Could the lines from the top of the material to the line that contains "index pip: (138, 236)" be retyped exactly, both included and pictures omitted?

| The data |
□ □ □

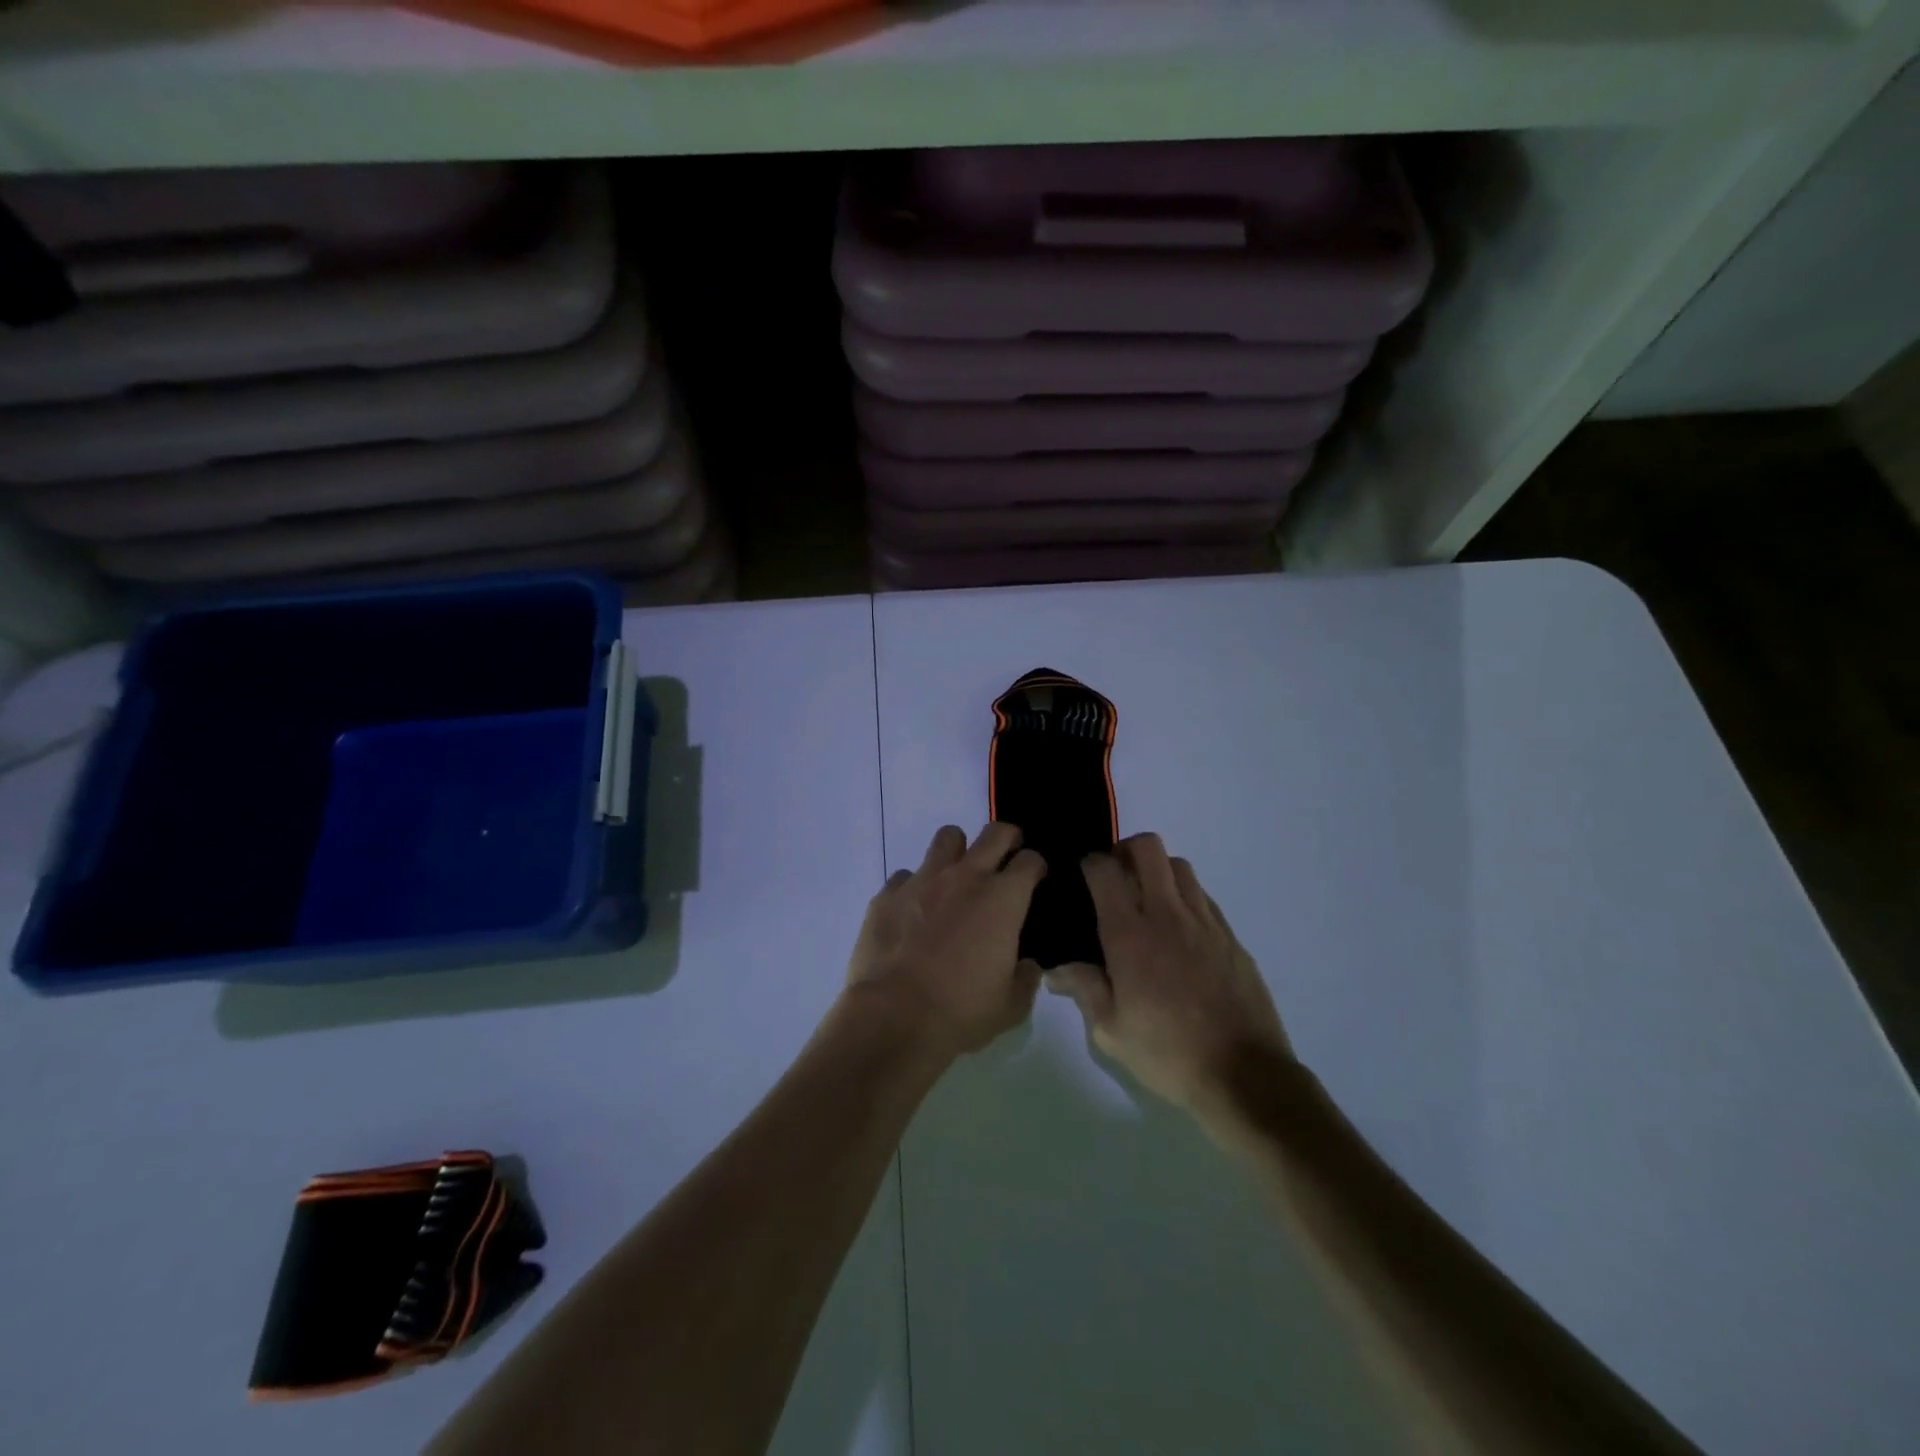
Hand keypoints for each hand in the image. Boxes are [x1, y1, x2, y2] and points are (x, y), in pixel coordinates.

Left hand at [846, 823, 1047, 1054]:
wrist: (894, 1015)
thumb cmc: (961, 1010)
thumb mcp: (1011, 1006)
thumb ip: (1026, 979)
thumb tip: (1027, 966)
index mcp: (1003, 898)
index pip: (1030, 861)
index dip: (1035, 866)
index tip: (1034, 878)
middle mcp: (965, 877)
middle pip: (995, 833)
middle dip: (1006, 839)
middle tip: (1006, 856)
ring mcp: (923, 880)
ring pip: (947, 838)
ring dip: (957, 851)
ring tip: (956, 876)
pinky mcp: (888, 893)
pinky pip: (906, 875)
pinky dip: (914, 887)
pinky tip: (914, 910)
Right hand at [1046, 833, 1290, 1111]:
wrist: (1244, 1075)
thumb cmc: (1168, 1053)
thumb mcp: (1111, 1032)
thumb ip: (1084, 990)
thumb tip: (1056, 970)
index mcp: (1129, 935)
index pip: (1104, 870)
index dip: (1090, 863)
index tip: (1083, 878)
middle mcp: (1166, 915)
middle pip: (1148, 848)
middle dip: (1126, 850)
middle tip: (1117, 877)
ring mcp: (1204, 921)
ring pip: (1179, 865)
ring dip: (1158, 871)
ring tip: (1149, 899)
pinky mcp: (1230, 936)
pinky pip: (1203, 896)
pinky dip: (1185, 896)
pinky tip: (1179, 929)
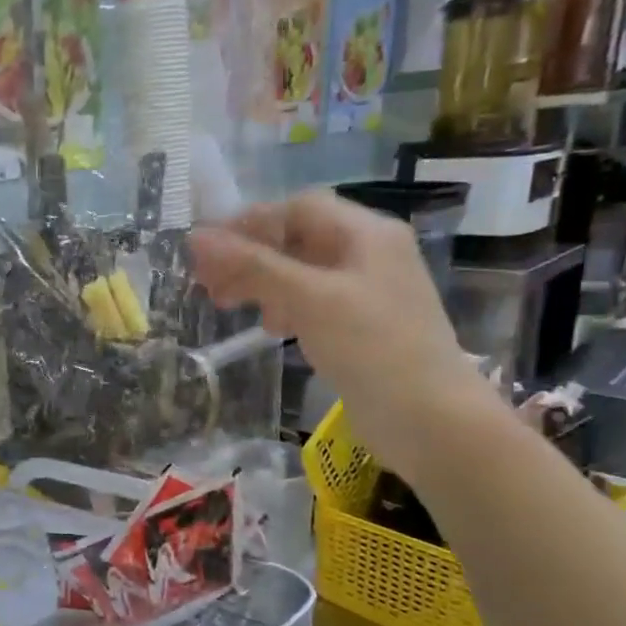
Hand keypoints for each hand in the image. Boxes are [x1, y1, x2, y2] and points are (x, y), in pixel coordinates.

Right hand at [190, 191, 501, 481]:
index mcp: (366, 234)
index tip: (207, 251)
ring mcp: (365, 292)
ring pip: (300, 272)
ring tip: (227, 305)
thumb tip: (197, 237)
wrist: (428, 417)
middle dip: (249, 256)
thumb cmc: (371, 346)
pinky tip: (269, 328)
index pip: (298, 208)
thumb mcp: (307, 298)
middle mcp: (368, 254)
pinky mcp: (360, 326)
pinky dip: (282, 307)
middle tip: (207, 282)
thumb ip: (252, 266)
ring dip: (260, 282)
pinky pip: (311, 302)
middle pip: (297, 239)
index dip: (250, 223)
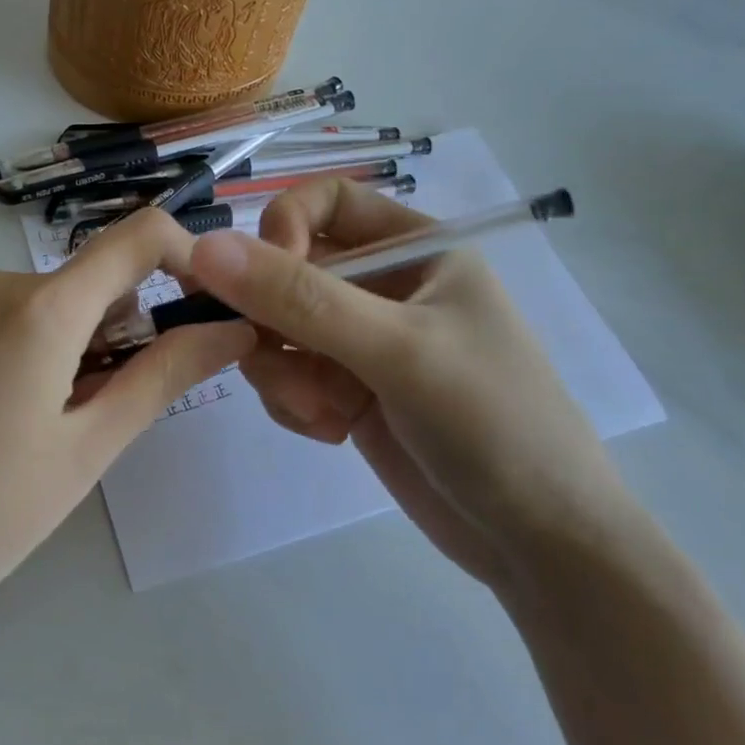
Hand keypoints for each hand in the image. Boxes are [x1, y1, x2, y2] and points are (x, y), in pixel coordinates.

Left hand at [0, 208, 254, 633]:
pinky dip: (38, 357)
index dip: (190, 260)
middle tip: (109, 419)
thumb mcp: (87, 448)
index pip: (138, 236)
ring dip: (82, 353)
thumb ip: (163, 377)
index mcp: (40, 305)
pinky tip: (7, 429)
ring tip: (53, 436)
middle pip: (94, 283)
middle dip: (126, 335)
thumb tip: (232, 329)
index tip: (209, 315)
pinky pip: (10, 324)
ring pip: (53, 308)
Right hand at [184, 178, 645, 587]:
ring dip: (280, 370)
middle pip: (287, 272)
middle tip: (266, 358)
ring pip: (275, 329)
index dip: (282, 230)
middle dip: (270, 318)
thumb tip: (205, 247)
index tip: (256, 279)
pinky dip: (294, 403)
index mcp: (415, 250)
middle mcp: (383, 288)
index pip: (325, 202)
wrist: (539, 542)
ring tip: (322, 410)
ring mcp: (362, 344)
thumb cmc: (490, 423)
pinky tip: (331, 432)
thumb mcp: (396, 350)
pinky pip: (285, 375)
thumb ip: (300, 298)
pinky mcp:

□ □ □

| Response |
Hand keypoints for each hand in the image. Boxes are [x1, y1, x2, y2] and points are (x, y), in pixel coordinates.

Left hand at [846, 823, 1047, 1054]:
wrist: (894, 1015)
thumb cmc: (961, 1010)
thumb mcp: (1011, 1006)
thumb ip: (1026, 979)
thumb tip: (1027, 966)
index mcp: (1003, 898)
index pip: (1030, 861)
index dip: (1035, 866)
index tip: (1034, 878)
middle mcp: (965, 877)
middle pip: (995, 833)
middle dip: (1006, 839)
middle tip: (1006, 856)
ring mcp: (923, 880)
ring pip: (947, 838)
ring dip: (957, 851)
ring tip: (956, 876)
pinky mcp: (888, 893)
pinky pip: (906, 875)
pinky dip: (914, 887)
pinky tip: (914, 910)
Right hand at [1046, 833, 1290, 1111]:
wrist: (1244, 1075)
thumb cmc: (1168, 1053)
thumb mcp: (1111, 1032)
thumb ip: (1084, 990)
thumb tip: (1056, 970)
index mcp: (1129, 935)
index pip: (1104, 870)
index dip: (1090, 863)
index tip: (1083, 878)
middle mcp: (1166, 915)
middle pip: (1148, 848)
middle dip: (1126, 850)
middle tip: (1117, 877)
ring mcp: (1204, 921)
ring pip: (1179, 865)
ring dip: (1158, 871)
ring tip: (1149, 899)
pinky mcp: (1230, 936)
pinky pip: (1203, 896)
pinky dip: (1185, 896)
pinky tip: (1179, 929)
Hand keypoints for each hand in the image. Boxes are [x1, y1, x2, y2] and points are (x, y), in pixel coordinates.

Right hand at [190, 191, 501, 481]:
index mcp: (366, 234)
index tip: (207, 251)
ring mcp: (365, 292)
ring pip: (300, 272)
ring tip: (227, 305)
thumb tip: (197, 237)
wrist: (428, 417)
middle dip: (249, 256)
thumb cmc: (371, 346)
pinky tip: (269, 328)
index pip: (298, 208)
thumb mcp: (307, 298)
middle mcp: (368, 254)
pinky mcp: (360, 326)
pinky dip: (282, 307)
middle tip: (207, 282)
thumb ip: (252, 266)
ring dip: (260, 282)
pinky pip: (311, 302)
middle pip: (297, 239)
index dip: (250, 223)
Hand keypoints for each hand in the image. Boxes are [x1, y1, x2, y2] and points are (x, y), in pixel coordinates.

Left hand at [0, 208, 254, 633]:
pinky dip: (38, 357)
index dip: (190, 260)
middle tip: (109, 419)
thumb mcp: (87, 448)
index pip: (138, 236)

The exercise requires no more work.